## What is required
Tell me how many lines in the data below hold the string "paths", and say nothing else.

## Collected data
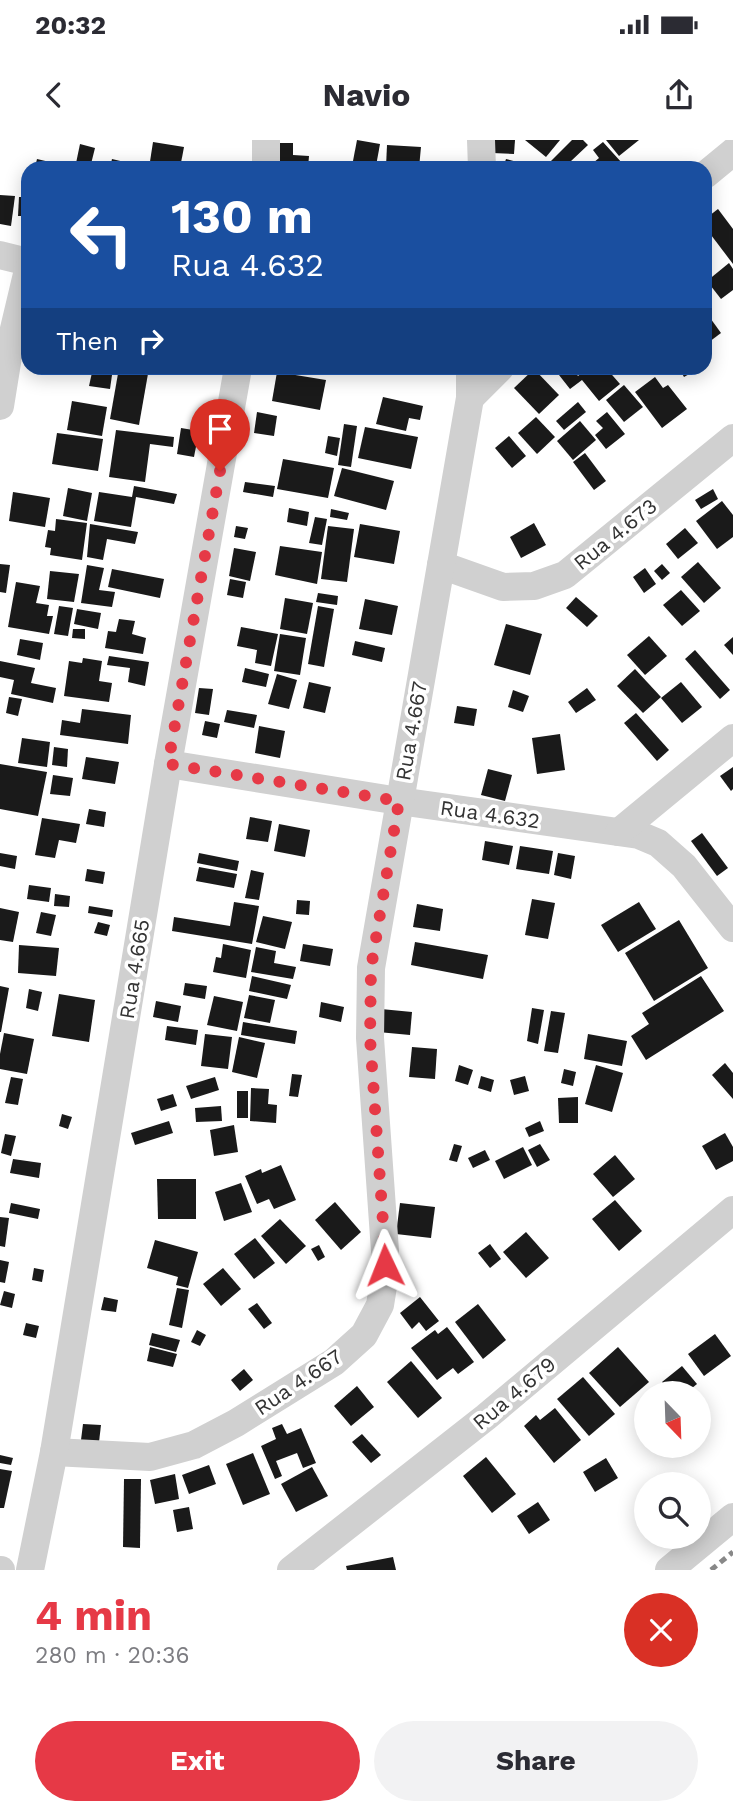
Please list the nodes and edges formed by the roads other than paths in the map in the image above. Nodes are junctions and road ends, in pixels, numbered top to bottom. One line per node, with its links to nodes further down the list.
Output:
1 (266, 140): 4 (street)
2 (481, 140): 5 (street)
3 (733, 152): 6 (street)
4 (266, 161)
5 (482, 161)
6 (712, 169)
7 (0, 255): 8 (street)
8 (21, 260)
9 (21, 299): 14 (street)
10 (238, 375): 18 (street, Rua 4.665)
11 (470, 375): 13 (street, Rua 4.667)
12 (492, 375): 13 (street)
13 (470, 398): 16 (street, Rua 4.667)
14 (0, 406)
15 (733, 438): 16 (street, Rua 4.673)
16 (441, 565): 19 (street, Rua 4.667)
17 (733, 738): 20 (street)
18 (168, 764): 19 (street, Rua 4.632); 23 (street, Rua 4.665)
19 (399, 801): 20 (street, Rua 4.632); 23 (street, Rua 4.667)
20 (619, 832): 21 (street, Rua 4.632)
21 (733, 928)
22 (733, 1210): 26 (street, Rua 4.679)
23 (54, 1452): 25 (street, Rua 4.665)
24 (733, 1517): 27 (street)
25 (30, 1570)
26 (291, 1570)
27 (669, 1570)

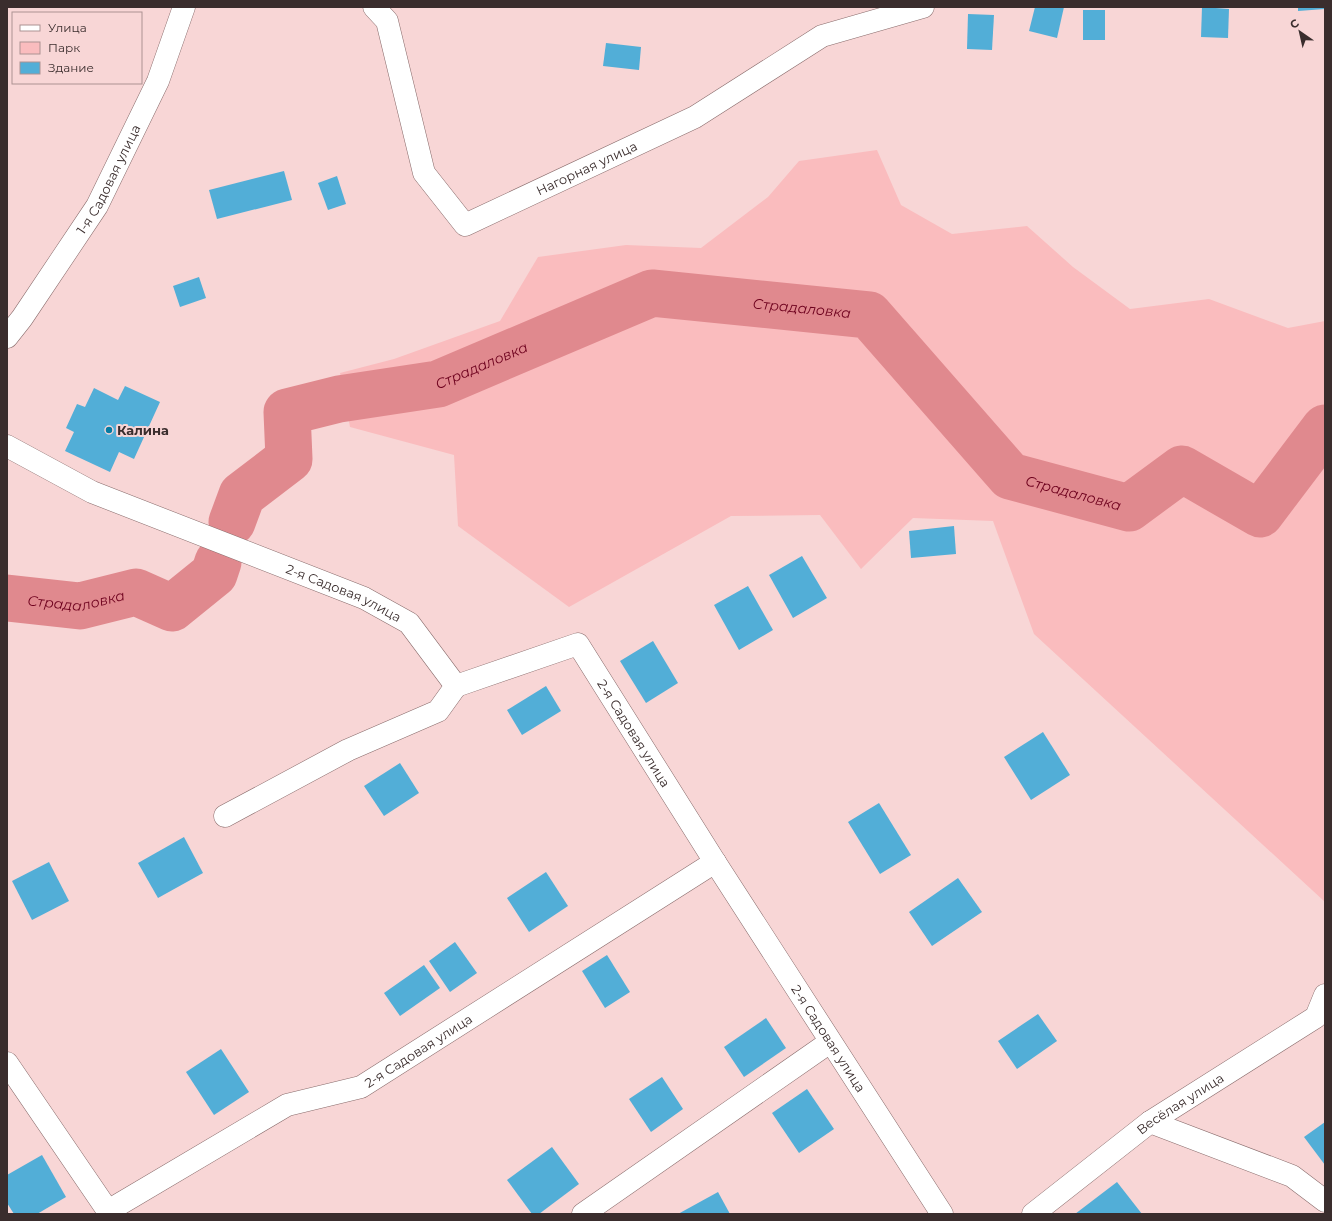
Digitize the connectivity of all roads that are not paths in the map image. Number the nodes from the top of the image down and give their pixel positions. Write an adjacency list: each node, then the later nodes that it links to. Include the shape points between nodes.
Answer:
1 (184, 7): 4 (street, 1-я Садовая улица, via 158,81 96,206)
2 (374, 7): 3 (street, Нагорная улица, via 387,21 424,174 465,225 695,117 822,36)
3 (924, 7)
4 (7, 337)
5 (7, 446): 6 (street, 2-я Садовая улица, via 92,492 364,598 409,623)
6 (456, 686): 7 (street, via 438,711 348,750); 8 (street, 2-я Садовая улица, via 578,644)
7 (225, 816)
8 (715, 862): 10 (street, 2-я Садовая улица); 14 (street, 2-я Садовая улица, via 361,1087 287,1105)
9 (1325, 995): 12 (street, Весёлая улица, via 1316,1017)
10 (830, 1042): 15 (street); 16 (street, 2-я Садовая улица)
11 (7, 1063): 14 (street)
12 (1150, 1122): 13 (street, via 1292,1176); 17 (street, Весёлая улица)
13 (1325, 1201)
14 (109, 1213)
15 (583, 1214)
16 (942, 1214)
17 (1033, 1214)

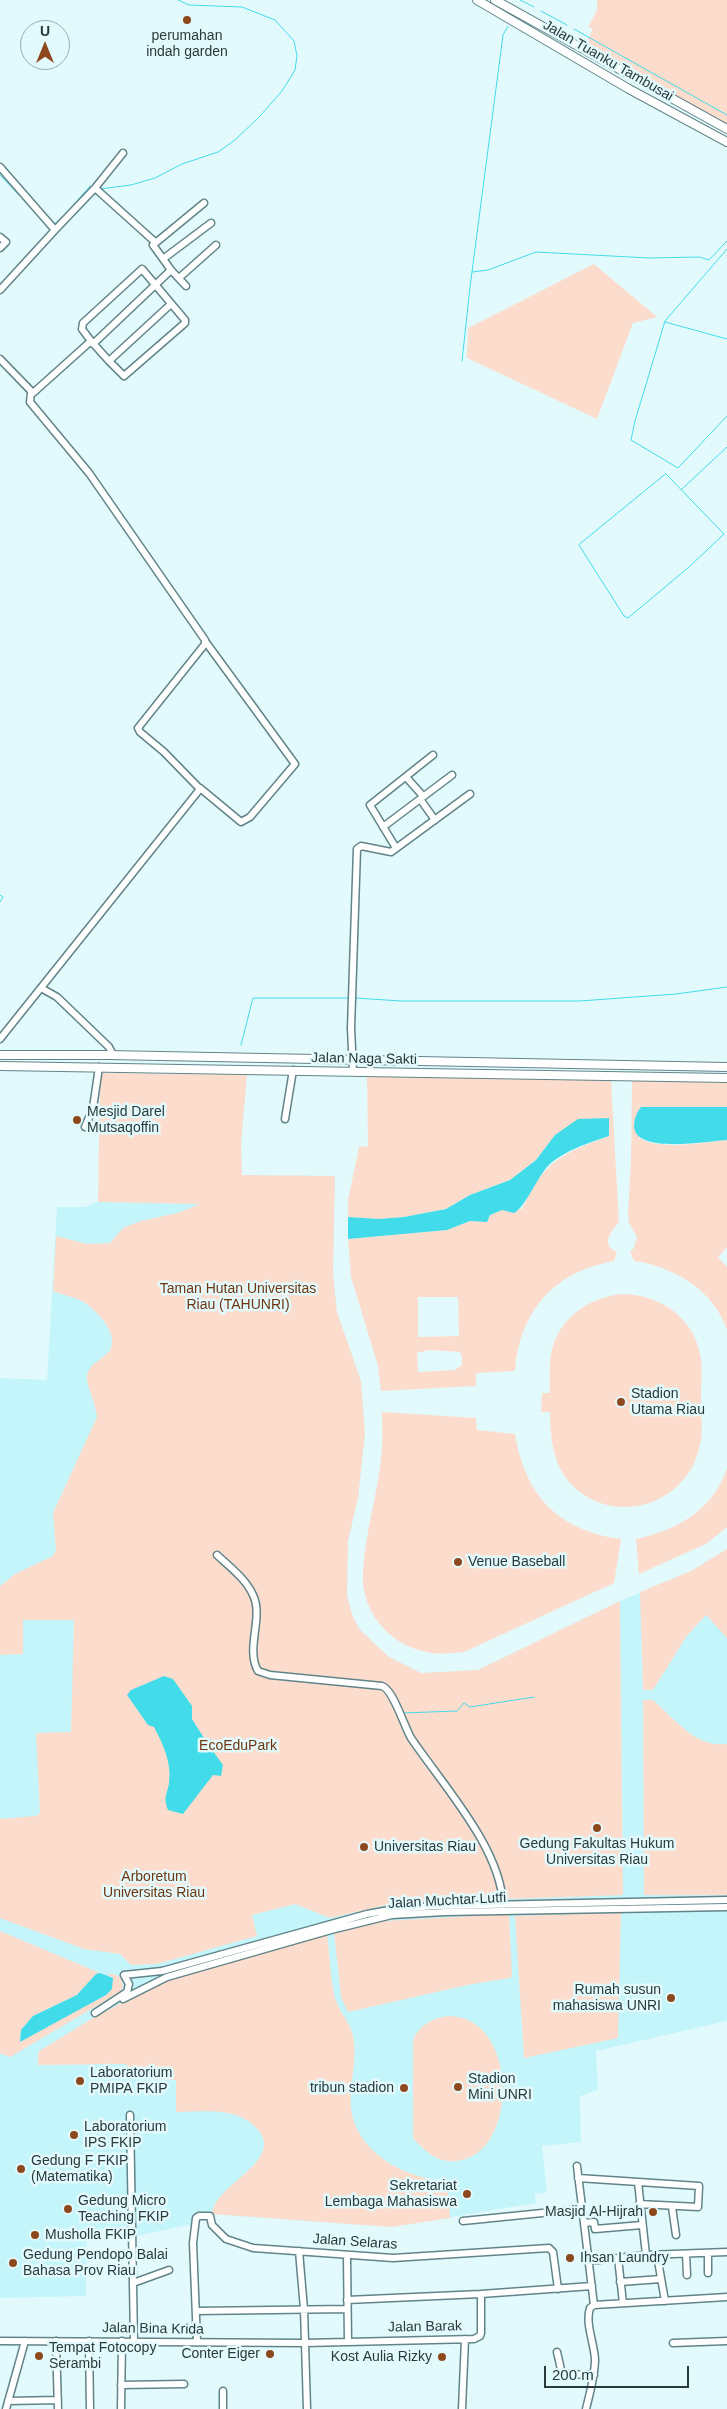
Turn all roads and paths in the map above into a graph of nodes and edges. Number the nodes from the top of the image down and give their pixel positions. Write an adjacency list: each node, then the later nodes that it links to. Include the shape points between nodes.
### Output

## Exercise output
3